There are two reasons for it IMO :

  1. Our period of poverty during over 1000 years of foreign rule and the programming on psyche that comes out of it : During a century of extractive governments, we really did not have examples of our people doing great things. Indians were trying to feed their children when Europe and America were well fed to set the modern science and modern business and politics. The dog-eat-dog mentality that Indians and foreigners so despise are a result of extreme helplessness. So is the thought of “falling into the line”. When foreign powers were punishing those who tried to do their own thing, the only survivors would be ones who just do what is expected of them. Indian psyche for a very long time has trusted sure shot ways and not “risk taking”. Ones taking jobs with government and MNCs are rising doing the safer thing, that is what psyches of many Indians have been programmed to like, and that was possibly ok when the risk appetite was low. As the risk appetite of Indians grows, you see appreciation for boldness, entrepreneurship, Indian-ness and “risk taking” coming forth. This would only get better.

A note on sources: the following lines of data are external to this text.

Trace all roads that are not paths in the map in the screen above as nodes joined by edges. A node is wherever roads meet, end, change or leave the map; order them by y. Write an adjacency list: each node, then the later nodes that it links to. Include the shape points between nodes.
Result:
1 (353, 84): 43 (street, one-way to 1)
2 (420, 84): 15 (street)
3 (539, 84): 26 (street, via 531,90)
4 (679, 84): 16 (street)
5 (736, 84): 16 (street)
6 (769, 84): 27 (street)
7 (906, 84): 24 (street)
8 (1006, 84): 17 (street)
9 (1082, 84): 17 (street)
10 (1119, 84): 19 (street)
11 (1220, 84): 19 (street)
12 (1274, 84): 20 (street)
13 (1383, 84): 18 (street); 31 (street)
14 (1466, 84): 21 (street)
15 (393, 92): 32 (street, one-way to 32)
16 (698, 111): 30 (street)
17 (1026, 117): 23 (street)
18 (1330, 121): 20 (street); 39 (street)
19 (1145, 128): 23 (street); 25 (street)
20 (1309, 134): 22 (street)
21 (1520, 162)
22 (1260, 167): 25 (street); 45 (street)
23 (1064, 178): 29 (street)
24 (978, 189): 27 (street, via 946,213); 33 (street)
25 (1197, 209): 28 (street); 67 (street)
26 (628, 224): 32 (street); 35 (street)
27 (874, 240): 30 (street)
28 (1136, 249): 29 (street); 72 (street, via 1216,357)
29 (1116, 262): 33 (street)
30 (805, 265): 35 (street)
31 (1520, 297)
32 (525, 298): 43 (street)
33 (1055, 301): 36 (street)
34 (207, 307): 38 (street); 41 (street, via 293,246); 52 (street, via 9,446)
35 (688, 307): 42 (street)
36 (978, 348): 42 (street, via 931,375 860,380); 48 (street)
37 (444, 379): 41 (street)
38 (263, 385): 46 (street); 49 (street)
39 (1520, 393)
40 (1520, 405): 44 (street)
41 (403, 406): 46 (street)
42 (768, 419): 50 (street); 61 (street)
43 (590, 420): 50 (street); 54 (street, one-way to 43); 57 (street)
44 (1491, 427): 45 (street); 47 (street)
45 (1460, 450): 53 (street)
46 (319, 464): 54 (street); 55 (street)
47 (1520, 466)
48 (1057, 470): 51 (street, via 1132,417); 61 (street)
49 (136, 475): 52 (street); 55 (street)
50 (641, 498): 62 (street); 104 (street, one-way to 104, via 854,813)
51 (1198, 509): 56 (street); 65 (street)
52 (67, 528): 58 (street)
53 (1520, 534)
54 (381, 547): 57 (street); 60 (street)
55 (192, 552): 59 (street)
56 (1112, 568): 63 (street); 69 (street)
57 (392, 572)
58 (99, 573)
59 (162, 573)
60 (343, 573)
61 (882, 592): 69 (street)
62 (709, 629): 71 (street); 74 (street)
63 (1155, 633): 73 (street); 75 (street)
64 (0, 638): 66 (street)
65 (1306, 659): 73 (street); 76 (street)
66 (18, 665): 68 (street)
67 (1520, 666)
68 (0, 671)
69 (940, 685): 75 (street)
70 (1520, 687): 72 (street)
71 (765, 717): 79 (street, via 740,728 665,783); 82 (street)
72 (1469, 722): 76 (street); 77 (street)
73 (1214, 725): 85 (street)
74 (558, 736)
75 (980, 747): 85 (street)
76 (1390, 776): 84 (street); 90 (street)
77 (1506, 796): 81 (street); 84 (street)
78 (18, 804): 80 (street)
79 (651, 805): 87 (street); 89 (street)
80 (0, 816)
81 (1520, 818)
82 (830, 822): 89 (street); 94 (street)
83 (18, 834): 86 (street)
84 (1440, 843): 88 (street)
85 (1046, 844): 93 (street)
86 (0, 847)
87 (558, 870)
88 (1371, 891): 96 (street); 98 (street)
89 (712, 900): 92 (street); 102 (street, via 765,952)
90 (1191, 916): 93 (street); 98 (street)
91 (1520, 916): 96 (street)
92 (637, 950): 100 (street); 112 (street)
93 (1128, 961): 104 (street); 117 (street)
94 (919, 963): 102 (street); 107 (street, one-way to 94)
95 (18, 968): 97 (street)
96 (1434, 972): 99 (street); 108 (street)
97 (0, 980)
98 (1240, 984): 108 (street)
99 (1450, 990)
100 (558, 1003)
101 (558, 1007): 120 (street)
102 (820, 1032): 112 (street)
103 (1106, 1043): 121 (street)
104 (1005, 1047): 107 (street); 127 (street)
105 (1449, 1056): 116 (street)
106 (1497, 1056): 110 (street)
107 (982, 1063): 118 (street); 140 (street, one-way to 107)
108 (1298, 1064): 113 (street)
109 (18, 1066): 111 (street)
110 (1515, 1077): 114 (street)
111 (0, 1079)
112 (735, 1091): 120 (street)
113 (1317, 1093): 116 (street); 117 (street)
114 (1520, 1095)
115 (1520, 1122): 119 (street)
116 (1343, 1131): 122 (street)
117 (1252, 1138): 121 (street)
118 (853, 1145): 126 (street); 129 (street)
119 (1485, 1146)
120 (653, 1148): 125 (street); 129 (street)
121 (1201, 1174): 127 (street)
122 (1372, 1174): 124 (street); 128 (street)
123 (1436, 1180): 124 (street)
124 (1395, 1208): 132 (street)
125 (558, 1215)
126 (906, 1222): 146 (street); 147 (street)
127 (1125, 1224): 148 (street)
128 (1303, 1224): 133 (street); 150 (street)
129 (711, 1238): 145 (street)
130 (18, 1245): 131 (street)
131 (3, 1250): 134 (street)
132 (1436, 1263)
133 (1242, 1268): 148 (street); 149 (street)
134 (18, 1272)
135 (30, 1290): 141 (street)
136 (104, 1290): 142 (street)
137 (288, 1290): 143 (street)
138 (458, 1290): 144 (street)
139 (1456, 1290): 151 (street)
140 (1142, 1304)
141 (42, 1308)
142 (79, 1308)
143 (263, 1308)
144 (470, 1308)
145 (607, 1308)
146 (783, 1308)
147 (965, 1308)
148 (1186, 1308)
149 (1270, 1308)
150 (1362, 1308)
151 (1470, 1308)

  2. Our elites {specially in media} have moved up in life with the status quo of a dependent India. This is “American”, “Swiss”, “British” or “Japanese” has been the narrative to describe high quality or good things and ideas. With this narrative, of course, an achievement is bigger when someone becomes dean of a foreign university, or CEO for a MNC. I am not in anyway saying these are small achievements, they are all great, but much more effort goes into pulling off a success in India. The same is true in other fields : Art, Cookery, Politics, Sports and so on. Its harder to succeed and come up in India {and luckily its getting easier} and for some time our achievers were slightly behind the rest of the world in absolute numbers. As India becomes more meritocratic, you see Indian achievers becoming more famous on world stage. For example, we Indians now know that our cricket team is much better than all others. I mean they might lose sometimes, but look at the dominance. We had great players pre Dhoni era too and I remember I was fan of many foreign players as a kid [South Africans, Australians and Pakistani bowlers], but now most Indians acknowledge our team has the best cricketers. A similar trend you would see in all fields soon.